Já agora, talvez alguém já o tenha feito, mas gostava de relembrar o presidente azul e branco que o Sporting, esta época, jogou a 26 de outubro com o Tondela, a 28 com o Alverca para a Taça da Liga e a 31 novamente com o Alverca, mas desta vez para o campeonato. E ganhou os três jogos por 0-3, 5-1 e 2-0, respetivamente. Portanto sim, é possível ter sucesso jogando com poucas horas de intervalo e não, o Futebol Clube do Porto não está a ser vítima de nenhuma tentativa de sabotagem.

Mas não foi só o discurso que me fez acreditar que Villas-Boas se transformou no novo candeeiro da aldeia. A televisão, impossível de desligar, a passar ininterruptamente lances polémicos da primeira parte do jogo contra o SC Braga no balneário da equipa de arbitragem, foi uma prova de que os fios elétricos não foram todos mudados e que, como tal, há uma parte do pior do Futebol Clube do Porto que subsiste e cujo modus operandi parece ser agora aceite pelo presidente que, esperávamos todos, viesse colocar um ponto final nestas situações.

E antes que me venham com desculpas de mau pagador: é possível defender o clube com determinação sem cair neste tipo de comportamento. Um presidente pode ser aguerrido sem apelar ao ódio (mesmo que de forma indireta) e lutar por justiça sem tentativas descaradas de condicionamento.

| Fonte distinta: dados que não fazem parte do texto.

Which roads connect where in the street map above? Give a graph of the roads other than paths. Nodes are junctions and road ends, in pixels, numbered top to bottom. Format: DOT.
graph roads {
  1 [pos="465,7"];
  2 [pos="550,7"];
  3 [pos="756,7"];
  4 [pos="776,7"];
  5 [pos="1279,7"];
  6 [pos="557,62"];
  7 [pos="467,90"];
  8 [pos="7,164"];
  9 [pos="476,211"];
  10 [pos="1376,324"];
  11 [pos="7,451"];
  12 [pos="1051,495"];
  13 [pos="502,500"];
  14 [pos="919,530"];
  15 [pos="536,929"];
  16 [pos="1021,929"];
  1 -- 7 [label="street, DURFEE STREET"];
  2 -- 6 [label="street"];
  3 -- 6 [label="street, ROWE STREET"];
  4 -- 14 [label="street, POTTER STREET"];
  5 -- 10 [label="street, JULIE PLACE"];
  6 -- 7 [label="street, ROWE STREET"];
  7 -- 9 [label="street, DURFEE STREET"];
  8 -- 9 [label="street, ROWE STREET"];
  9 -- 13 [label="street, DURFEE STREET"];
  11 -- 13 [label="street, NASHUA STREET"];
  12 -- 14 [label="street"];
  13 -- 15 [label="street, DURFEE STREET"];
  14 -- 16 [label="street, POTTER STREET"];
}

Sempre gostei de André Villas-Boas. Do que podia ver da sua postura e intervenções públicas, tinha a ideia de estar perante um homem íntegro, inteligente e com verdadeira vontade de mudar para melhor. Hoje acho que gosto menos um bocadinho. A aldeia já passou tempo suficiente na escuridão. Era suposto que um candeeiro novo trouxesse consigo mais luz.

No pódio
2025 foi um ano de ouro para a geração de Sub-17 que, futebolisticamente falando, dominou a Europa e o mundo na sua categoria. Com exibições consistentes, resiliência e qualidade coletiva, os miúdos portugueses mostraram ter garras e nervos de aço. Veremos agora se estes talentos serão aproveitados pelos clubes que os formam ou se, daqui a uns anos, os vamos ver relegados para segundo plano, preteridos em detrimento de jogadores estrangeiros que custam muitos milhões. Porque a formação pode ser ótima, mas perde o sentido se não der muitos e bons frutos para as equipas principais.
Na bancada
Durante o jogo com o Estrela da Amadora, nas bancadas de Alvalade, cantaram-se/gritaram-se frases anti-Benfica — eu não estive no estádio, mas foi perfeitamente audível através da transmissão televisiva. E se isto já me parece descabido quando até jogamos contra o clube da Luz, torna-se surreal quando o nosso adversário não é sequer o Benfica. Os nossos cânticos devem apoiar sempre o Sporting. Tão só e apenas isso. Os outros, mais ou menos rivais, não cabem na nossa casa, nas nossas letras ou nas nossas vozes. Temos a obrigação de ser maiores, muito maiores, do que isso.